Collected data:
##############################

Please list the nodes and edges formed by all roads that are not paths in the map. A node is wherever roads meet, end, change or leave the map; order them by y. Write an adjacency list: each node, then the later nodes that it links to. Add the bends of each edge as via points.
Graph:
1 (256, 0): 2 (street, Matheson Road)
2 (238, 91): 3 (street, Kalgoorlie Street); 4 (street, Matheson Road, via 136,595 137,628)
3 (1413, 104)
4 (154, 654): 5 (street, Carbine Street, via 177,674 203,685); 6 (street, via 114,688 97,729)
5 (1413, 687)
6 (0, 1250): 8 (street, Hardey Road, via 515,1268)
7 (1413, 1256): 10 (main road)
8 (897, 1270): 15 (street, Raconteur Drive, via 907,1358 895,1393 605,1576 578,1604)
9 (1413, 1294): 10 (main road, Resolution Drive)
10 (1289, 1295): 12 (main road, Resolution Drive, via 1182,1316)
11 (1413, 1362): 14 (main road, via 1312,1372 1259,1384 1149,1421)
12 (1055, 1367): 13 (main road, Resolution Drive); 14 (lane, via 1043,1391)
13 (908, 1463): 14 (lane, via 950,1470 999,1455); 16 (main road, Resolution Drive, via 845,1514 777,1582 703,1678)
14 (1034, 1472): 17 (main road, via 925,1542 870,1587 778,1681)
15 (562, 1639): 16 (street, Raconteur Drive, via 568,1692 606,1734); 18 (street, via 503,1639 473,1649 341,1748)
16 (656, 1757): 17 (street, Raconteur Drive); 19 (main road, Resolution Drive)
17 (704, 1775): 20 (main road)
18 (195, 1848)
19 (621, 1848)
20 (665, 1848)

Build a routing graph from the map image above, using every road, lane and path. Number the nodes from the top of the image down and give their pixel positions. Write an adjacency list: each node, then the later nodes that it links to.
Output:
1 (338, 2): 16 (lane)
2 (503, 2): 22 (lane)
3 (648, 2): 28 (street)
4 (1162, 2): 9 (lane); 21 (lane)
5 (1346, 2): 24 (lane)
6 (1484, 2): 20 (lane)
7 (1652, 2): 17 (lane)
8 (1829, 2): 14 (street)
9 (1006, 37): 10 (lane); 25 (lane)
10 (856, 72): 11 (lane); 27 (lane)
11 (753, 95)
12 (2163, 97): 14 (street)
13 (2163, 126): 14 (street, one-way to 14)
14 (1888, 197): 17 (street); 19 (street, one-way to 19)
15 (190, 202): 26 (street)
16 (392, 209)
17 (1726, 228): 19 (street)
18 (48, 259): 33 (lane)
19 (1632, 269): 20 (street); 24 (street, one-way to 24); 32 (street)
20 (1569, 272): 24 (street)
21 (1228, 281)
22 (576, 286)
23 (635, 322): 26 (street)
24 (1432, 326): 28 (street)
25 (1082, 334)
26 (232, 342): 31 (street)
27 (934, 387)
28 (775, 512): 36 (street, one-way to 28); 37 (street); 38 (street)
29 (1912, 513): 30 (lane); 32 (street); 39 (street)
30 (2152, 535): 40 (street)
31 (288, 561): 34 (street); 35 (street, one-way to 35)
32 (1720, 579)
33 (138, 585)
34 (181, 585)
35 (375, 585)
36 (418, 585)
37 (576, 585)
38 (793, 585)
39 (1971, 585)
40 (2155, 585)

##############################

**WHAT IS EXPECTED:** Each record above is to be written out again exactly.

**TASK ANSWER:**
Please list the nodes and edges formed by all roads that are not paths in the map. A node is wherever roads meet, end, change or leave the map; order them by y. Write an adjacency list: each node, then the later nodes that it links to. Add the bends of each edge as via points.
Graph:
1 (256, 0): 2 (street, Matheson Road)
2 (238, 91): 3 (street, Kalgoorlie Street); 4 (street, Matheson Road, via 136,595 137,628)
3 (1413, 104)
4 (154, 654): 5 (street, Carbine Street, via 177,674 203,685); 6 (street, via 114,688 97,729)
5 (1413, 687)
6 (0, 1250): 8 (street, Hardey Road, via 515,1268)
7 (1413, 1256): 10 (main road)
8 (897, 1270): 15 (street, Raconteur Drive, via 907,1358 895,1393 605,1576 578,1604)
9 (1413, 1294): 10 (main road, Resolution Drive)
10 (1289, 1295): 12 (main road, Resolution Drive, via 1182,1316)
11 (1413, 1362): 14 (main road, via 1312,1372 1259,1384 1149,1421)
12 (1055, 1367): 13 (main road, Resolution Drive); 14 (lane, via 1043,1391)
13 (908, 1463): 14 (lane, via 950,1470 999,1455); 16 (main road, Resolution Drive, via 845,1514 777,1582 703,1678)
14 (1034, 1472): 17 (main road, via 925,1542 870,1587 778,1681)
15 (562, 1639): 16 (street, Raconteur Drive, via 568,1692 606,1734); 18 (street, via 503,1639 473,1649 341,1748)
16 (656, 1757): 17 (street, Raconteur Drive); 19 (main road, Resolution Drive)
17 (704, 1775): 20 (main road)
18 (195, 1848)
19 (621, 1848)
20 (665, 1848)

Build a routing graph from the map image above, using every road, lane and path. Number the nodes from the top of the image down and give their pixel positions. Write an adjacency list: each node, then the later nodes that it links to.
Output:
1 (338, 2): 16 (lane)
2 (503, 2): 22 (lane)
3 (648, 2): 28 (street)
4 (1162, 2): 9 (lane); 21 (lane)
5 (1346, 2): 24 (lane)
6 (1484, 2): 20 (lane)
7 (1652, 2): 17 (lane)
8 (1829, 2): 14 (street)
9 (1006, 37): 10 (lane); 25 (lane)
10 (856, 72): 11 (lane); 27 (lane)
11 (753, 95)
12 (2163, 97): 14 (street)
13 (2163, 126): 14 (street, one-way to 14)
14 (1888, 197): 17 (street); 19 (street, one-way to 19)
15 (190, 202): 26 (street)
16 (392, 209)
17 (1726, 228): 19 (street)
18 (48, 259): 33 (lane)
19 (1632, 269): 20 (street); 24 (street, one-way to 24); 32 (street)
20 (1569, 272): 24 (street)
21 (1228, 281)
22 (576, 286)
23 (635, 322): 26 (street)
24 (1432, 326): 28 (street)
25 (1082, 334)
26 (232, 342): 31 (street)
27 (934, 387)
28 (775, 512): 36 (street, one-way to 28); 37 (street); 38 (street)
29 (1912, 513): 30 (lane); 32 (street); 39 (street)
30 (2152, 535): 40 (street)
31 (288, 561): 34 (street); 35 (street, one-way to 35)
32 (1720, 579)
33 (138, 585)
34 (181, 585)
35 (375, 585)
36 (418, 585)
37 (576, 585)
38 (793, 585)
39 (1971, 585)
40 (2155, 585)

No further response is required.